FHIR Chat · ValueSet defined by an intersection ? · terminology

Stream: terminology

Topic: ValueSet defined by an intersection ?


view this post on Zulip Mark Kramer (Mar 17 2022 at 12:18):

(I think the answer to this is no, but I'll ask anyway) Is there a way to define a value set as the intersection of two other value sets? Alternatively, and specifically for SNOMED, is there a way to use filter criteria (or any other clever tricks) to define a value set as those concepts that are common descendants (is-a hierarchy) from two or more given parent concepts?

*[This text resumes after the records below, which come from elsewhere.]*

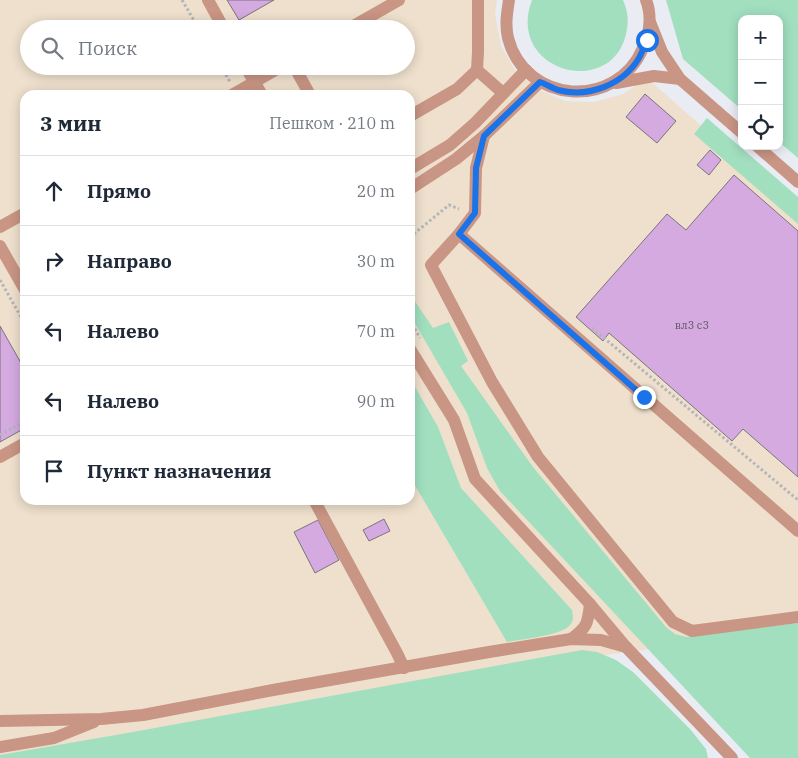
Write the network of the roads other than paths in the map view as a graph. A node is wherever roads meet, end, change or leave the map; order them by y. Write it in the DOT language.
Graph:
graph roads {
  1 [pos="208,0"];
  2 [pos="399,0"];
  3 [pos="478,0"];
  4 [pos="509,0"];
  5 [pos="646,0"];
  6 [pos="219,20"];
  7 [pos="364,20"];
  8 [pos="650,22"];
  9 [pos="477,70"];
  10 [pos="526,70"];
  11 [pos="250,75"];
  12 [pos="266,75"];
  13 [pos="299,75"];
  14 [pos="680,79"];
  15 [pos="254,82"];
  16 [pos="540,82"];
  17 [pos="613,83"];
  18 [pos="240,90"];
  19 [pos="259,90"];
  20 [pos="307,90"];
  21 [pos="503,93"];
  22 [pos="415,113"];
  23 [pos="738,130"];
  24 [pos="484,136"];
  25 [pos="762,150"];
  26 [pos="456,159"];
  27 [pos="415,166"];
  28 [pos="476,168"];
  29 [pos="798,182"];
  30 [pos="415,186"];
  31 [pos="20,216"];
  32 [pos="0,227"];
  33 [pos="459,234"];
  34 [pos="0,246"];
  35 [pos="20,281"];
  36 [pos="415,357"];
  37 [pos="20,446"];
  38 [pos="0,457"];
  39 [pos="317,505"];
  40 [pos="798,531"];
  41 [pos="590,604"];
  42 [pos="798,617"];
  43 [pos="571,639"];
  44 [pos="626,647"];
  45 [pos="404,668"];
  46 [pos="100,719"];
  47 [pos="0,721"];
  48 [pos="0,747"];
  49 [pos="720,752"];
  50 [pos="732,758"];
  1 -- 6 [label="street"];
  2 -- 7 [label="street"];
  3 -- 9 [label="street"];
  4 -- 10 [label="street"];
  5 -- 8 [label="street"];
  8 -- 14 [label="street"];
  8 -- 17 [label="street"];
  9 -- 21 [label="street"];
  9 -- 22 [label="street"];
  10 -- 16 [label="street"];
  10 -- 21 [label="street"];
  11 -- 15 [label="street"];
  12 -- 15 [label="street"];
  13 -- 20 [label="street"];
  14 -- 17 [label="street"];
  14 -- 23 [label="street"];
  15 -- 18 [label="street"];
  15 -- 19 [label="street"];
  16 -- 17 [label="street"];
  16 -- 24 [label="street"];
  21 -- 27 [label="street"];
  24 -- 26 [label="street"];
  24 -- 28 [label="street"];
  25 -- 29 [label="street"];
  26 -- 28 [label="street"];
  26 -- 30 [label="street"];
  28 -- 33 [label="street"];
  31 -- 32 [label="street"];
  33 -- 40 [label="street"];
  33 -- 42 [label="street"];
  34 -- 35 [label="street"];
  36 -- 41 [label="street"];
  37 -- 38 [label="street"];
  39 -- 45 [label="street"];
  41 -- 43 [label="street"];
  41 -- 44 [label="street"];
  43 -- 44 [label="street"];
  43 -- 45 [label="street"];
  44 -- 49 [label="street"];
  45 -- 46 [label="street"];
  46 -- 47 [label="street"];
  46 -- 48 [label="street"];
  49 -- 50 [label="street"];
}
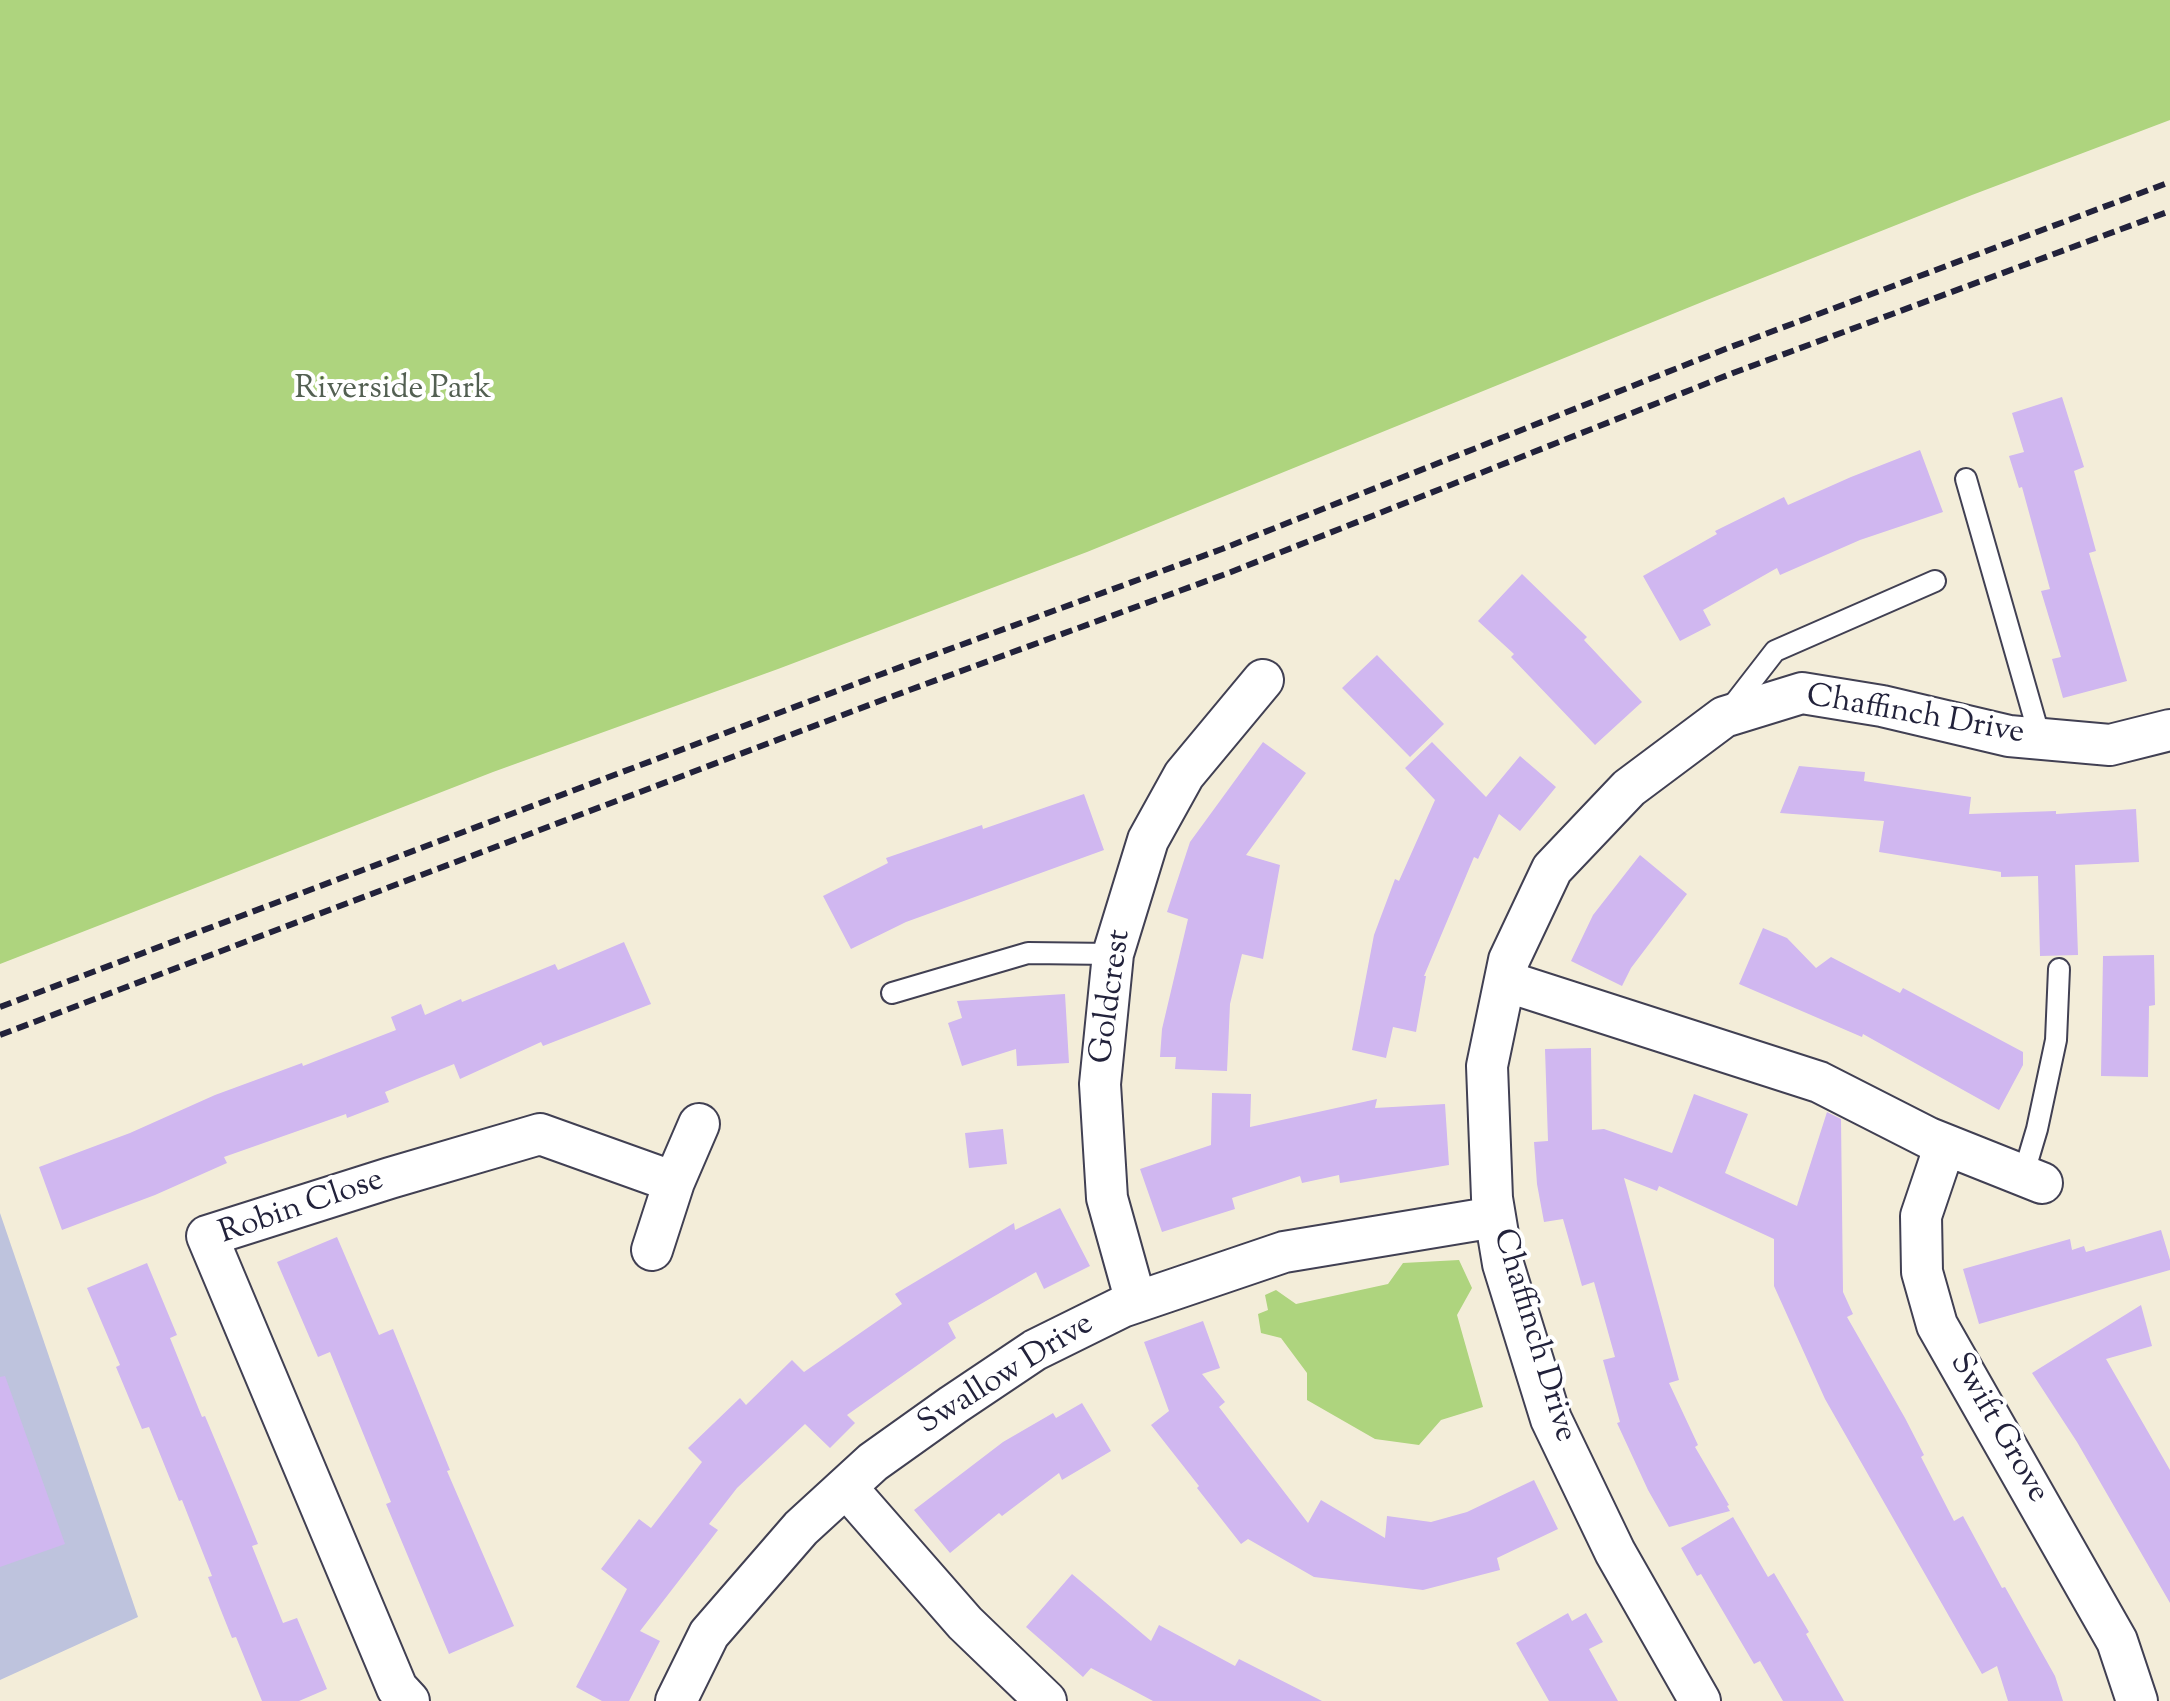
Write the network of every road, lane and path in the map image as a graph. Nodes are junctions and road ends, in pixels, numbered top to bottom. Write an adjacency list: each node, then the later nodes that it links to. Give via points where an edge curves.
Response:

view this post on Zulip Rob Hausam (Mar 17 2022 at 12:24):

Yes, there is. ValueSet.compose.include.valueSet is 0..*, and the comments on compose.include state "If one or more value sets are listed, the codes must be in all the value sets." - i.e. the include is the intersection of the specified value sets.

view this post on Zulip Mark Kramer (Mar 17 2022 at 12:58):

Rob, we have never used ValueSet.compose.include like that, and I don't think that is how FHIR interprets that element. For example, mcode-radiotherapy-technique-vs is a value set composed of value sets, which in turn are made up of other value sets. The expansion is the UNION of all the concepts from all those value sets.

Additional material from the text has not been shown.